By Elisabeth S. Theodore, Crimson Staff Writer

The Canadian Supreme Court denied a Harvard bid to patent a genetically-engineered mouse last week in a move that has broad implications for research into higher life forms in Canada.

Thursday’s 5-4 decision ended Harvard’s nearly 10 years of legal wrangling to win control over research using the so-called “oncomouse,” which was created by Harvard Medical School scientists in the 1980s. The mouse can help test cancer treatments, since it is engineered to develop tumors that are also found in humans.

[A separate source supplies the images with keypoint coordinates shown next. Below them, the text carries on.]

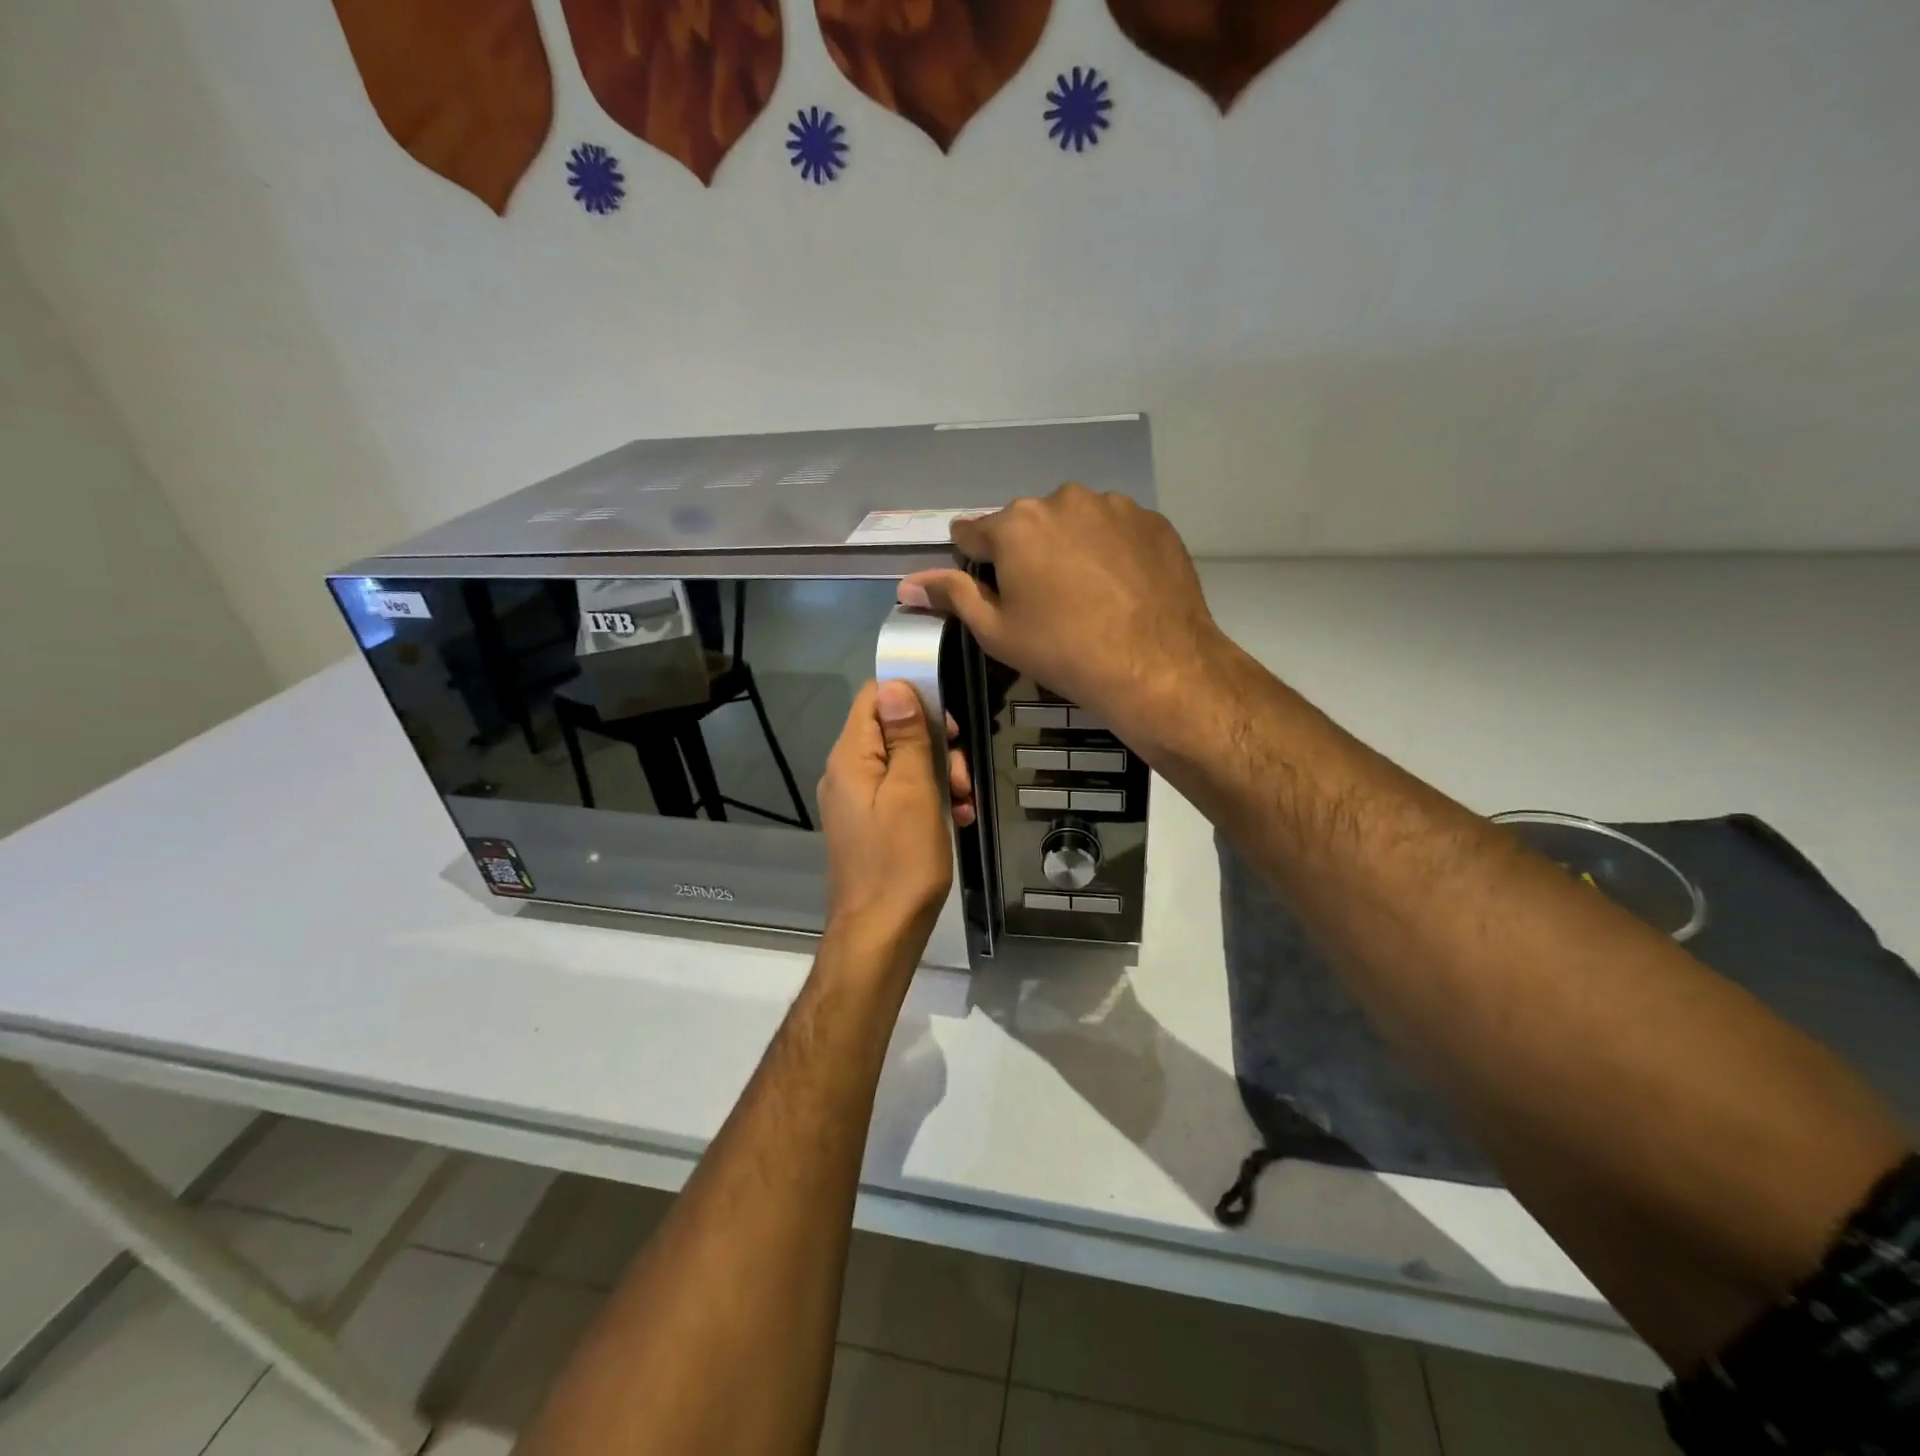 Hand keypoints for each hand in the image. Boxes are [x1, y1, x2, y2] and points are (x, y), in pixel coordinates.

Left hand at [817, 680, 956, 955]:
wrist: (880, 934)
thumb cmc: (901, 862)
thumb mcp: (913, 791)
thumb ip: (906, 737)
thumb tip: (896, 685)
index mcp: (851, 757)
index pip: (874, 697)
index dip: (913, 698)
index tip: (948, 725)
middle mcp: (847, 772)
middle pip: (893, 730)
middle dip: (936, 744)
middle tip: (962, 775)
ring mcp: (857, 800)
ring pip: (903, 763)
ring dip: (940, 774)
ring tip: (964, 802)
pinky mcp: (870, 824)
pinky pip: (901, 794)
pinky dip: (930, 799)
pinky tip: (956, 818)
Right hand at [898, 483, 1222, 753]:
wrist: (1156, 665)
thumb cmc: (1062, 651)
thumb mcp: (996, 631)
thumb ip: (952, 596)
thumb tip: (907, 584)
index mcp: (1015, 525)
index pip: (973, 531)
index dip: (973, 559)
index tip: (987, 585)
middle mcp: (1062, 499)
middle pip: (1027, 523)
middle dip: (1026, 552)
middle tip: (1042, 600)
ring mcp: (1113, 505)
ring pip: (1074, 522)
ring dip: (1069, 547)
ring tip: (1086, 594)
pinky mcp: (1152, 520)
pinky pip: (1116, 529)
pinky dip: (1110, 550)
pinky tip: (1120, 587) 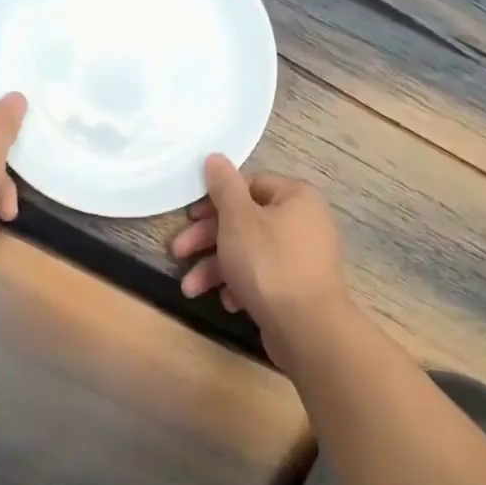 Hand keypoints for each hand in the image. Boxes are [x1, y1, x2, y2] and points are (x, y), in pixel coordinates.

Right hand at [172, 154, 351, 366]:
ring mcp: (302, 257)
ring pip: (249, 253)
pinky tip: (229, 302)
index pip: (249, 185)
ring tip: (191, 289)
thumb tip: (215, 157)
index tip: (189, 217)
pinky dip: (240, 286)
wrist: (307, 327)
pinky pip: (263, 277)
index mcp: (296, 197)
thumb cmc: (269, 264)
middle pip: (245, 222)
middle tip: (178, 252)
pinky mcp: (297, 287)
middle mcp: (304, 222)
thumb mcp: (238, 220)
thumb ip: (224, 187)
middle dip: (208, 240)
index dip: (215, 200)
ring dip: (216, 269) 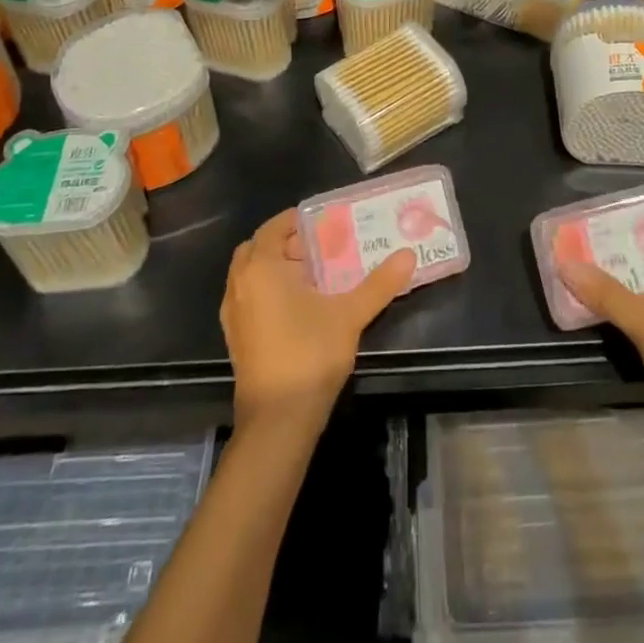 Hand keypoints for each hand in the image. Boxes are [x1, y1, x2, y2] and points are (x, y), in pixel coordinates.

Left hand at [221, 209, 415, 428]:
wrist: (278, 422)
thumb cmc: (309, 354)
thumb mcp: (350, 314)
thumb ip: (379, 283)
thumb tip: (408, 255)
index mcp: (261, 267)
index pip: (274, 227)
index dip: (297, 221)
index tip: (325, 223)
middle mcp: (240, 284)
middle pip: (258, 248)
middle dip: (286, 243)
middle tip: (320, 249)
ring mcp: (234, 314)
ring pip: (251, 275)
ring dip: (276, 268)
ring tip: (314, 276)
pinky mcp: (237, 338)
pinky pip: (250, 298)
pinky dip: (269, 291)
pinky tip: (299, 307)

Harvard was permitted to patent the mouse in the United States in 1988, and has also done so in Europe, Japan and Australia.

Last week’s denial was based on an 1869 Canadian patent law and an archaic definition of an invention as a “composition of matter.” This wording appears in United States patent law as well and originates with Thomas Jefferson, said David Morrow, the Ottawa lawyer who represented Harvard before the court.

“Higher life forms cannot be conceptualized as mere ‘compositions of matter’ within the context of the [1869] Patent Act,” the decision reads.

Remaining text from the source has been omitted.